Segment Start: SUPPLIED DATA

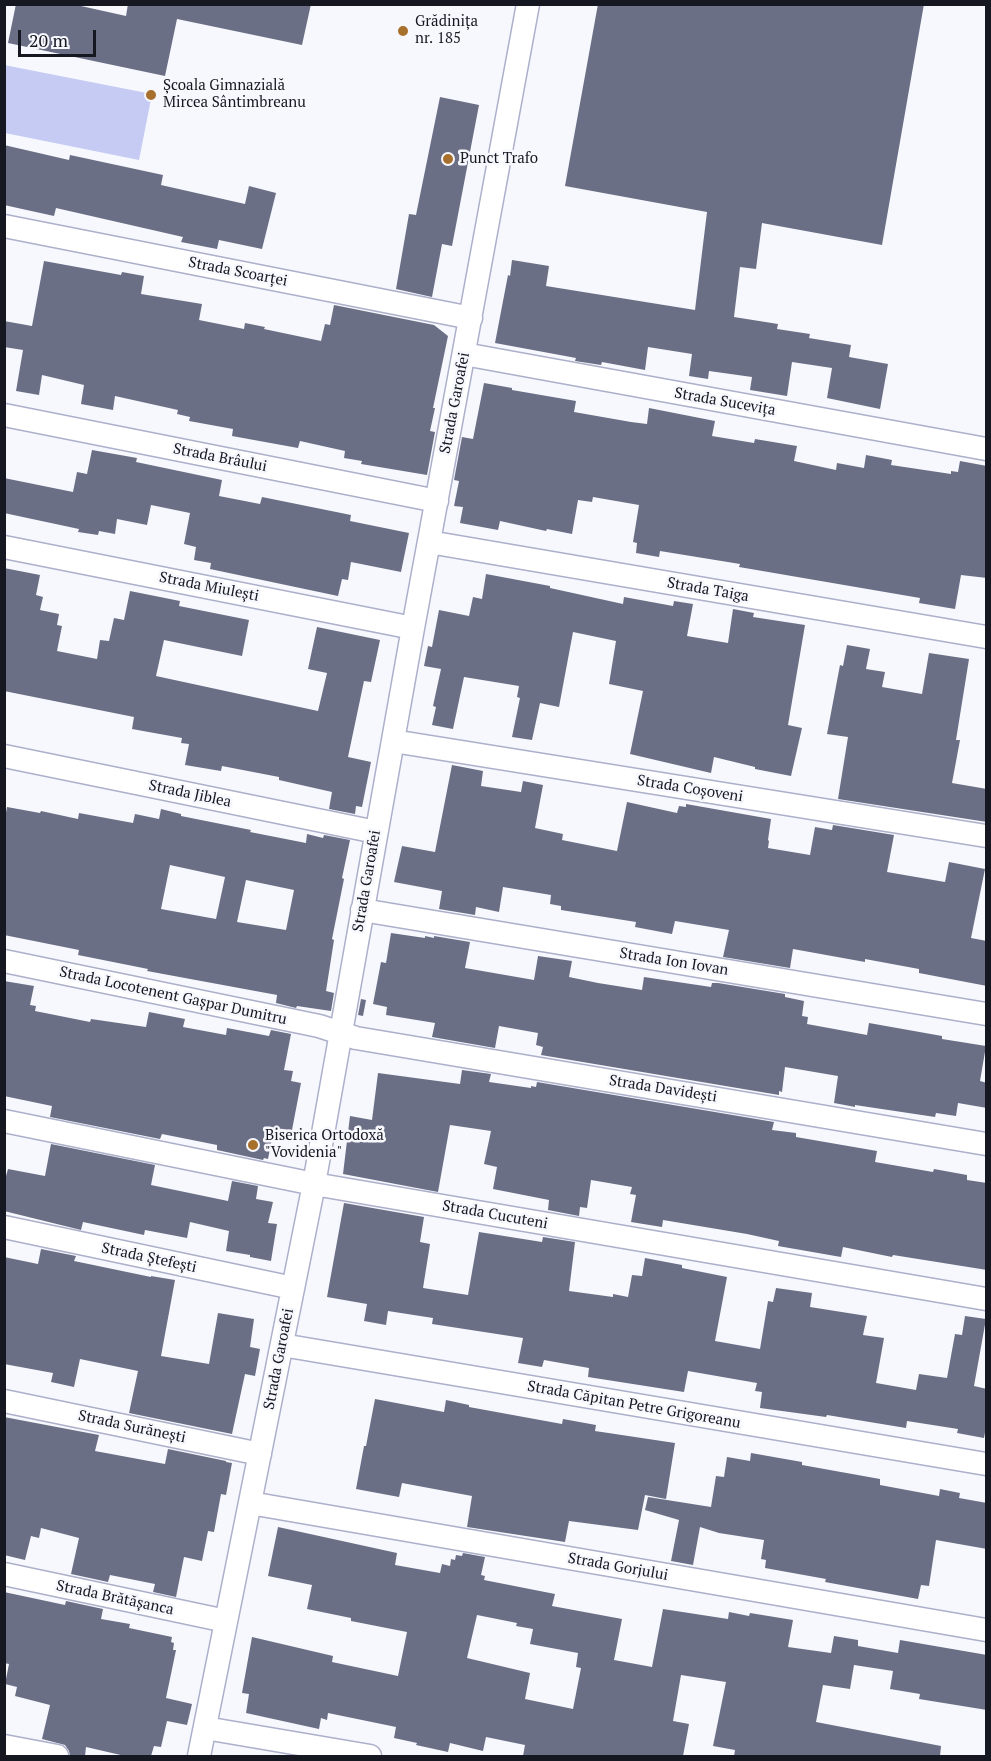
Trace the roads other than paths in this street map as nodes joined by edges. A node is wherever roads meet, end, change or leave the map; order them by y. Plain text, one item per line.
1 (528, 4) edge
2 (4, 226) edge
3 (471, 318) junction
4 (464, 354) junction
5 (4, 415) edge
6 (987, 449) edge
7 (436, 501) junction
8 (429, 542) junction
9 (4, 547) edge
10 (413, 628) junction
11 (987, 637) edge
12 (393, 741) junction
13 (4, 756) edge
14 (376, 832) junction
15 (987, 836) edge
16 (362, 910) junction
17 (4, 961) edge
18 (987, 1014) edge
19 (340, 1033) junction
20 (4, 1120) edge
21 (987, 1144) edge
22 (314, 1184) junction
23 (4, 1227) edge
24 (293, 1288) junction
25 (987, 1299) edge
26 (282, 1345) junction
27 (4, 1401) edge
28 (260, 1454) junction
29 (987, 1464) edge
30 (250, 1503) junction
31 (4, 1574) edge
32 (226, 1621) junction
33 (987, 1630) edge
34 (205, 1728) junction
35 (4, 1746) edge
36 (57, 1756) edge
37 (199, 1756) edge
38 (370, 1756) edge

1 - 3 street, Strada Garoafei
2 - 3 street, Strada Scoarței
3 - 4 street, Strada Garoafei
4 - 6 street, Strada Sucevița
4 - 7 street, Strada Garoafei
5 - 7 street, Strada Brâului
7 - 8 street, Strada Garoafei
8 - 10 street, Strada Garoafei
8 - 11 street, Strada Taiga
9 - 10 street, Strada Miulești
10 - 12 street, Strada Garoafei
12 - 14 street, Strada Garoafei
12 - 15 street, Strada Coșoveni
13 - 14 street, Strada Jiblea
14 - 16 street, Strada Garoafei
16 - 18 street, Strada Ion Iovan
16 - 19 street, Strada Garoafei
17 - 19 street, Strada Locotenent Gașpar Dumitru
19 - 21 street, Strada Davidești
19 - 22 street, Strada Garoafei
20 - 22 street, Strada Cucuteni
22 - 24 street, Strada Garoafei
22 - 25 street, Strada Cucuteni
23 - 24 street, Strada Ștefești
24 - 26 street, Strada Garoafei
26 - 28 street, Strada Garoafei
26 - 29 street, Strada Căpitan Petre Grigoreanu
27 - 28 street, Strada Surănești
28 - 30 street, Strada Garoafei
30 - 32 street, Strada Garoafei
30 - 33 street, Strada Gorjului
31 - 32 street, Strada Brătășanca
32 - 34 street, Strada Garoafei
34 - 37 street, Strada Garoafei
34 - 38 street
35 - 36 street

Segment End: SUPPLIED DATA

PROBLEM TO WORK ON
Go through the records above and count the lines with the word "Cucuteni" in them. Answer with the number only.

EXPECTED ANSWER
2